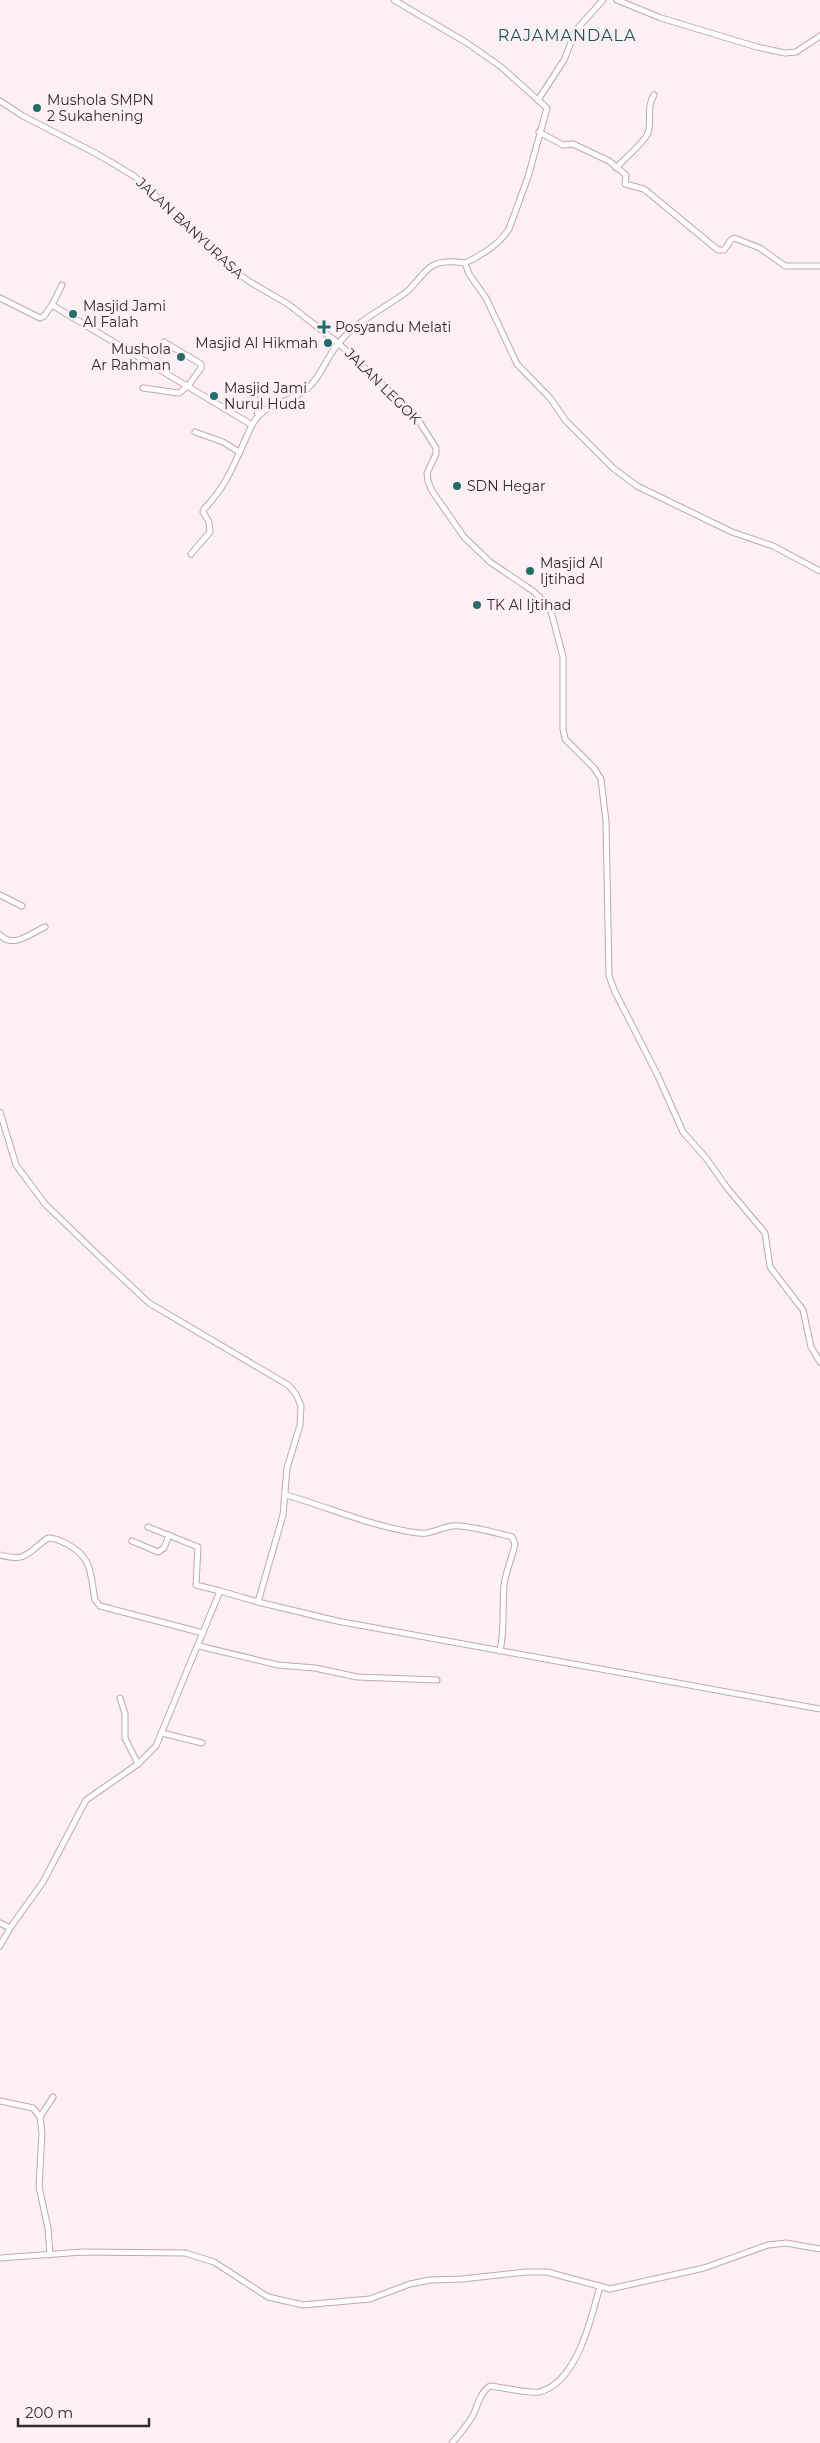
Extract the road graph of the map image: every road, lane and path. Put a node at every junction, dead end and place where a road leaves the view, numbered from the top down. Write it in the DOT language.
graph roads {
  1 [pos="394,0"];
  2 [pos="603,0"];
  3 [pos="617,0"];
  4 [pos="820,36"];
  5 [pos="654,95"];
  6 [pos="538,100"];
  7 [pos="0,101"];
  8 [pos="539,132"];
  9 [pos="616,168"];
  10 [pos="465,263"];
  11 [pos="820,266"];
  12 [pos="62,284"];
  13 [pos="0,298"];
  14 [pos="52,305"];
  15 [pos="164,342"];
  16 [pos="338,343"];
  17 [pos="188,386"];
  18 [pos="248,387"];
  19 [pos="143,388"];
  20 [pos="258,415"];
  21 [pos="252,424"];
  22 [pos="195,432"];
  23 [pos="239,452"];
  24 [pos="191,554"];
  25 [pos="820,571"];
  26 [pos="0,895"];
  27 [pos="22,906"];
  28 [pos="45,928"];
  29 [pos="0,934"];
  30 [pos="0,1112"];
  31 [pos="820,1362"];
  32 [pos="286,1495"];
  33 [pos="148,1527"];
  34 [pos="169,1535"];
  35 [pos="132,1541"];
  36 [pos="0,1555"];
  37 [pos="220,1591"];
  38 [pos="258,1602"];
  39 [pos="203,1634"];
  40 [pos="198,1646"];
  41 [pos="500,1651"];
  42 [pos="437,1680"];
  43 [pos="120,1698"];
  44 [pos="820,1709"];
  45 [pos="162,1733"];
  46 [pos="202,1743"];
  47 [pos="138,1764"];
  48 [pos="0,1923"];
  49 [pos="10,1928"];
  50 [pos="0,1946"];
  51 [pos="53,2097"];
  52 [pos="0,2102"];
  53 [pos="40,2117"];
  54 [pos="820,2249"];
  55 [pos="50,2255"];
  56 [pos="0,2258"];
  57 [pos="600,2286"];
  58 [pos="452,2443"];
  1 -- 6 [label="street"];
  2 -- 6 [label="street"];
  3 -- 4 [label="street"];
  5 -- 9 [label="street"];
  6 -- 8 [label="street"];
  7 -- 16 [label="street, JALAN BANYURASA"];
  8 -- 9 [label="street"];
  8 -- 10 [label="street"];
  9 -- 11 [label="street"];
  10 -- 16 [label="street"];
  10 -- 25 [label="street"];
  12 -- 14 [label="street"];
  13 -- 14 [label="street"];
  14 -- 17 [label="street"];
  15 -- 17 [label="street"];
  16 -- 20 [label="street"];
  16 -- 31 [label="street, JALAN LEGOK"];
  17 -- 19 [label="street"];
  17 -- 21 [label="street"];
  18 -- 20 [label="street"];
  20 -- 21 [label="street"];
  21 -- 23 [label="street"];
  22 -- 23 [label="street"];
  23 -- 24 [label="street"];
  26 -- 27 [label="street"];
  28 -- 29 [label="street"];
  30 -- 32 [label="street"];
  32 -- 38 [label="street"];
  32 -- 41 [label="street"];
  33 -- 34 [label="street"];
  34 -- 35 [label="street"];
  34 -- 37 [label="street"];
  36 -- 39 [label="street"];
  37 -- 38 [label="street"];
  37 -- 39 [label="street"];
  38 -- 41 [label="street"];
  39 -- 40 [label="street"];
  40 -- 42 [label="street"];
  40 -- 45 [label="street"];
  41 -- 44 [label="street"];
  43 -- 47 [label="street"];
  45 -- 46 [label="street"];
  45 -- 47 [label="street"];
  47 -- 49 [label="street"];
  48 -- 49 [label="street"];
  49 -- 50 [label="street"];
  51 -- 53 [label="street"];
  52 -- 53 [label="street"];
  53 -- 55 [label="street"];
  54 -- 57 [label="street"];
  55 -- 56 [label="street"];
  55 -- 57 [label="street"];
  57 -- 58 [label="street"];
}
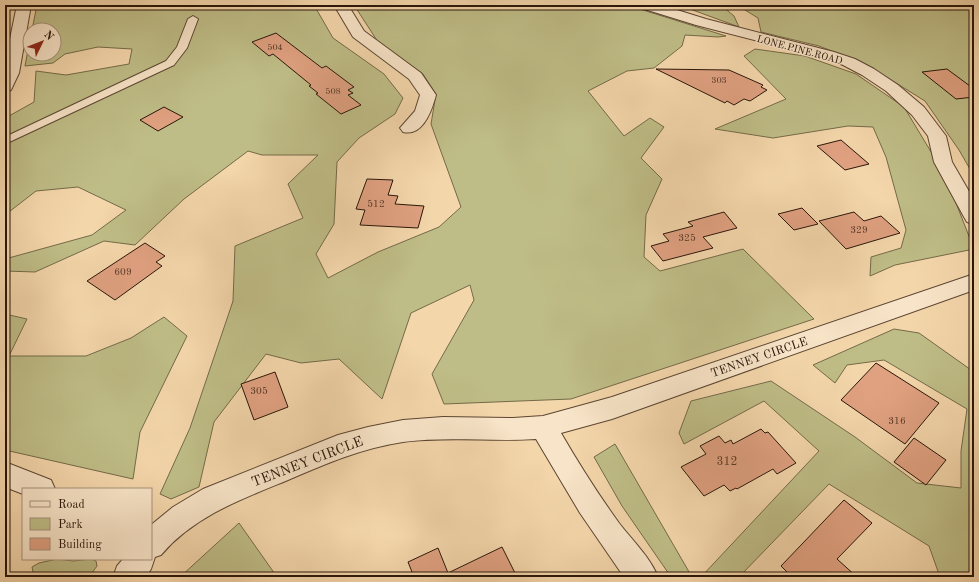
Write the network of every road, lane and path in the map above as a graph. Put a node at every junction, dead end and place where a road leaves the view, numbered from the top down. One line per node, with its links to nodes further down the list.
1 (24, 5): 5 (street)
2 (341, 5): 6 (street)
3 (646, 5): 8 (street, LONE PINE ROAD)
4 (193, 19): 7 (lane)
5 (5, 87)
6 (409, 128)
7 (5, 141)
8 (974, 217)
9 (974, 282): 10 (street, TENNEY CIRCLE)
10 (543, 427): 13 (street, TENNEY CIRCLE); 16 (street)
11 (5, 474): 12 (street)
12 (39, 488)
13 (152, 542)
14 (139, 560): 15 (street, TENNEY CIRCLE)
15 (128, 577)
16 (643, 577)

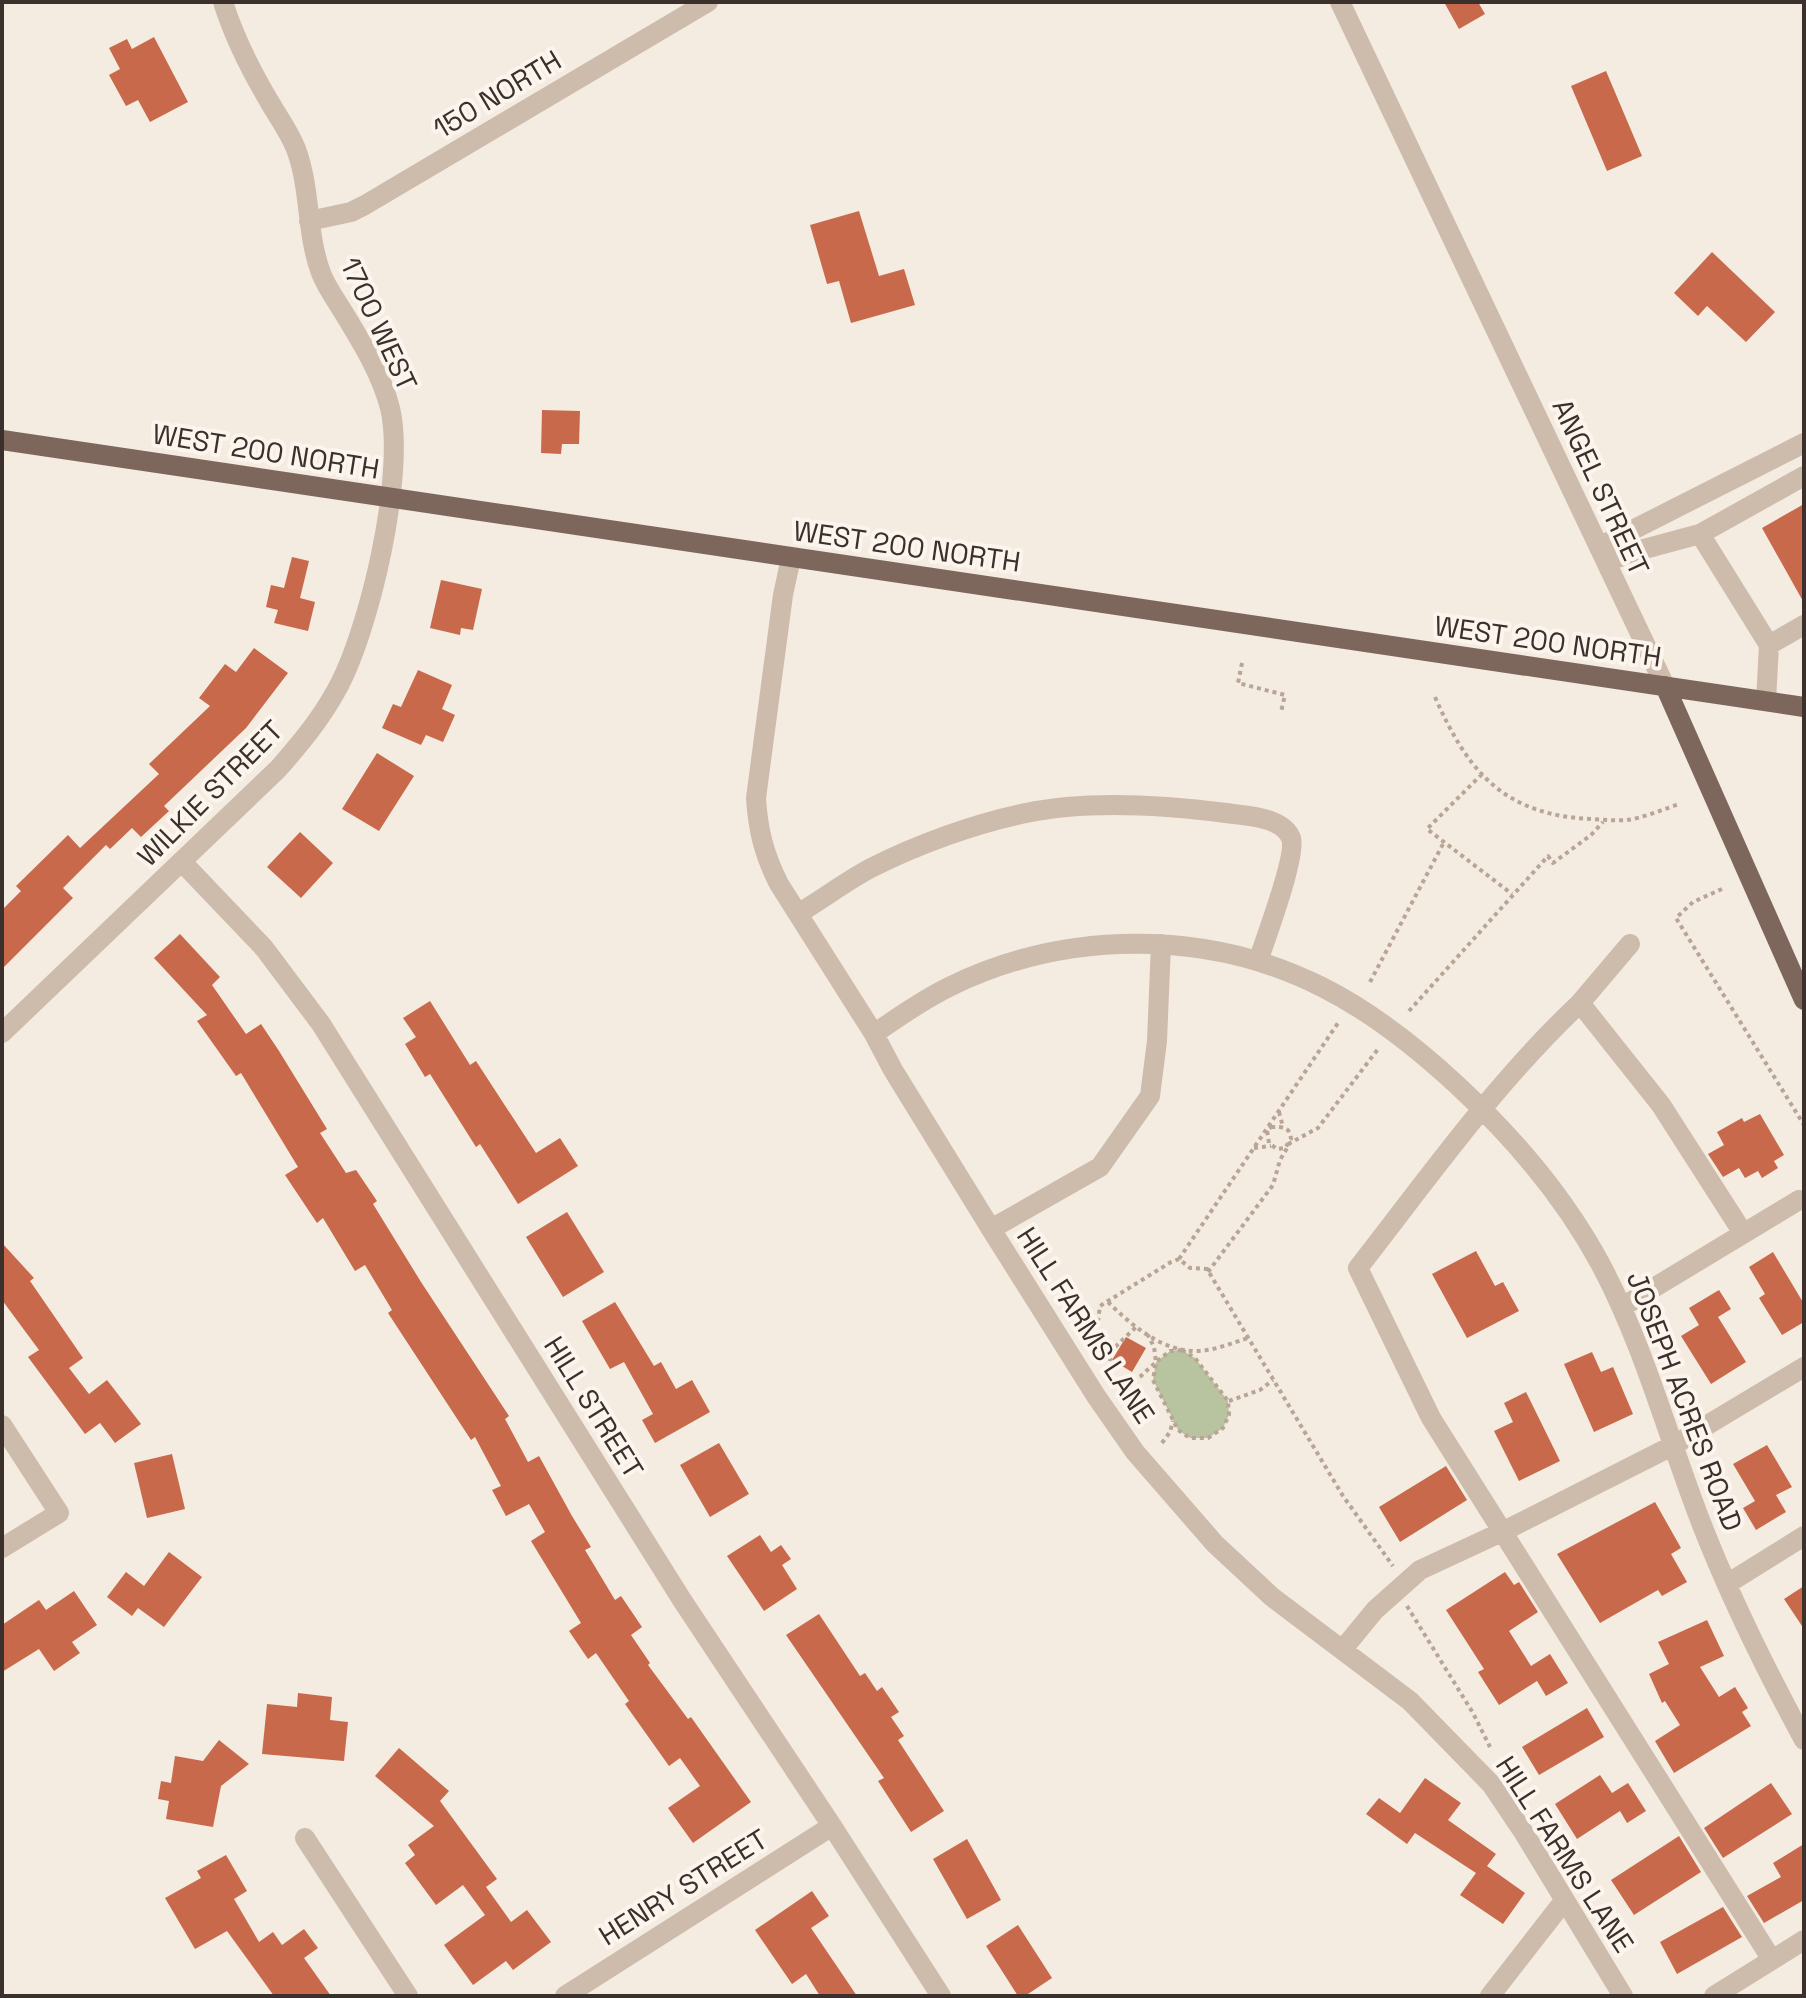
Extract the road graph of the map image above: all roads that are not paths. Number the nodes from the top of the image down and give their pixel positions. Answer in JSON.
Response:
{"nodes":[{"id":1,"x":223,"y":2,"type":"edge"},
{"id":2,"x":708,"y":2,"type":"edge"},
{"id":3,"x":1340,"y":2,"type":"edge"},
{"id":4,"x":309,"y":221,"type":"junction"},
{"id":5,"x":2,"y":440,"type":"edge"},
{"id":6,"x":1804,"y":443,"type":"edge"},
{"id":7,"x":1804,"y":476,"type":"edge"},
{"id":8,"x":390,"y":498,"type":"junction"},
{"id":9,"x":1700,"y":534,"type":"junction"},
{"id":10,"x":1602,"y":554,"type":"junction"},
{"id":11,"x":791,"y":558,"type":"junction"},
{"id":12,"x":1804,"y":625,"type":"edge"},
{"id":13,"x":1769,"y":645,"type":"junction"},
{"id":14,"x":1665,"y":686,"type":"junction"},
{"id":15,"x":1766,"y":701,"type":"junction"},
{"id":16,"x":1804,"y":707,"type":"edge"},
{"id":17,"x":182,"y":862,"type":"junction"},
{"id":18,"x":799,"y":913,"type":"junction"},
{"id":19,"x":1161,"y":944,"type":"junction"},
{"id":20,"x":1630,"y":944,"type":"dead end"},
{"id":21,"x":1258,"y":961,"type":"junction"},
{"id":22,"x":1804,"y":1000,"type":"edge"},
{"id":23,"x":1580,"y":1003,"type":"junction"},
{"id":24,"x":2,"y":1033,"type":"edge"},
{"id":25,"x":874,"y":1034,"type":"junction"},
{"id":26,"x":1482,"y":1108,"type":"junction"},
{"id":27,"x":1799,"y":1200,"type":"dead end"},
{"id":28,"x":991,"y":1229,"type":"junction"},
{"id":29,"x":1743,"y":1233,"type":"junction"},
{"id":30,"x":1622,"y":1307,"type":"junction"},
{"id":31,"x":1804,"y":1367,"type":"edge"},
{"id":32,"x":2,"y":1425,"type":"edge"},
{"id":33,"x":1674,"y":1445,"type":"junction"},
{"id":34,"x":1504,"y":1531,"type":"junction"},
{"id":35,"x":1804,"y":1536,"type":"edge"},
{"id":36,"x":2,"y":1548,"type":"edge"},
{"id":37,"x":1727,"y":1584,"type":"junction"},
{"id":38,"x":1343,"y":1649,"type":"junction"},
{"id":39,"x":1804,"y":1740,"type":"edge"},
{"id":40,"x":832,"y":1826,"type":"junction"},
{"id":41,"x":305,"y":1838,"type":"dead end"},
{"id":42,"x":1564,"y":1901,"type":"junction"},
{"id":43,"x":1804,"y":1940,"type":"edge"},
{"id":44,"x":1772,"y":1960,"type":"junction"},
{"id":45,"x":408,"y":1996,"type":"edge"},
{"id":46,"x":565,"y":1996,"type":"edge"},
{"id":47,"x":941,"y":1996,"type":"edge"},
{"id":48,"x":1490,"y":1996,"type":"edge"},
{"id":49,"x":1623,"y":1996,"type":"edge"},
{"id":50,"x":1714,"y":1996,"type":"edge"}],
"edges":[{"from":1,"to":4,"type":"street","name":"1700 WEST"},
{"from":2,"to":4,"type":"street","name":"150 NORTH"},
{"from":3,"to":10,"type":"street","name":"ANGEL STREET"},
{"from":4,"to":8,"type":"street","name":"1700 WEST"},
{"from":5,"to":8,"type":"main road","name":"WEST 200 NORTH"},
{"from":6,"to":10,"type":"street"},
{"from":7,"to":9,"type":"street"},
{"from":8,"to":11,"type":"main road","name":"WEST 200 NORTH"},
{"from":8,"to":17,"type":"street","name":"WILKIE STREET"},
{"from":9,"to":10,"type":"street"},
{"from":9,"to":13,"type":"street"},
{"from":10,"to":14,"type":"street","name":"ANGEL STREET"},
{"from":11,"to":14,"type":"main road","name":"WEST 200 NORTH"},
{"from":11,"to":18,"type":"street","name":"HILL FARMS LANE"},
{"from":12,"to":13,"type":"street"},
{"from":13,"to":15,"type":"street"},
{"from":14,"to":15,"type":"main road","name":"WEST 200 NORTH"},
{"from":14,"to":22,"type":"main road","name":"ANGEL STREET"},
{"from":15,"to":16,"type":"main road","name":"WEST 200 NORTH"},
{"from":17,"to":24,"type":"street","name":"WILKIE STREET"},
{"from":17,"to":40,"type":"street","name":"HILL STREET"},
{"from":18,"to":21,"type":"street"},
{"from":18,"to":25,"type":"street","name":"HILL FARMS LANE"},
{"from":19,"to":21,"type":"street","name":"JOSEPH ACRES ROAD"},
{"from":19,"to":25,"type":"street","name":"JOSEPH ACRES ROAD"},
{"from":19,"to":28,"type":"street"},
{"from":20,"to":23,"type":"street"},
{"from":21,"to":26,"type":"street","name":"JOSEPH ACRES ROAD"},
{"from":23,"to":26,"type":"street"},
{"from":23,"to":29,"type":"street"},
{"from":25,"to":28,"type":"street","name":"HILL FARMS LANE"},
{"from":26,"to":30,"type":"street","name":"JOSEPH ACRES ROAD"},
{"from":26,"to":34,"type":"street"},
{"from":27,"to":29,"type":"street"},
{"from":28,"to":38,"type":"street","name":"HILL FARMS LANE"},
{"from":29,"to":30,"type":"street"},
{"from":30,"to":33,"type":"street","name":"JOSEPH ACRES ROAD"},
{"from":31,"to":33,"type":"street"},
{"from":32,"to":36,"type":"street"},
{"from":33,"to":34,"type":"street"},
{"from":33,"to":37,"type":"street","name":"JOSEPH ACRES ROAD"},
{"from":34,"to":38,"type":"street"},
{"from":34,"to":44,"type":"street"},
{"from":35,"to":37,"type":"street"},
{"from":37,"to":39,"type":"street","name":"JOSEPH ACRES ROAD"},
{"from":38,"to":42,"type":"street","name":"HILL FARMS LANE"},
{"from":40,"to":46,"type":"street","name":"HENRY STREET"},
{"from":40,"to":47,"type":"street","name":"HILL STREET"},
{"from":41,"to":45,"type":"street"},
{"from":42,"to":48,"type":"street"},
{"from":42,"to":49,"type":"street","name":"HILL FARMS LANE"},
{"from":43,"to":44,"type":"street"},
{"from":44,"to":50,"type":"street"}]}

◇ ◇ ◇ ◇

:: YOUR GOAL ::
From the data above, state how many lines hold the string "HILL", and give the number without other words.

:: WRITTEN RESPONSE ::
8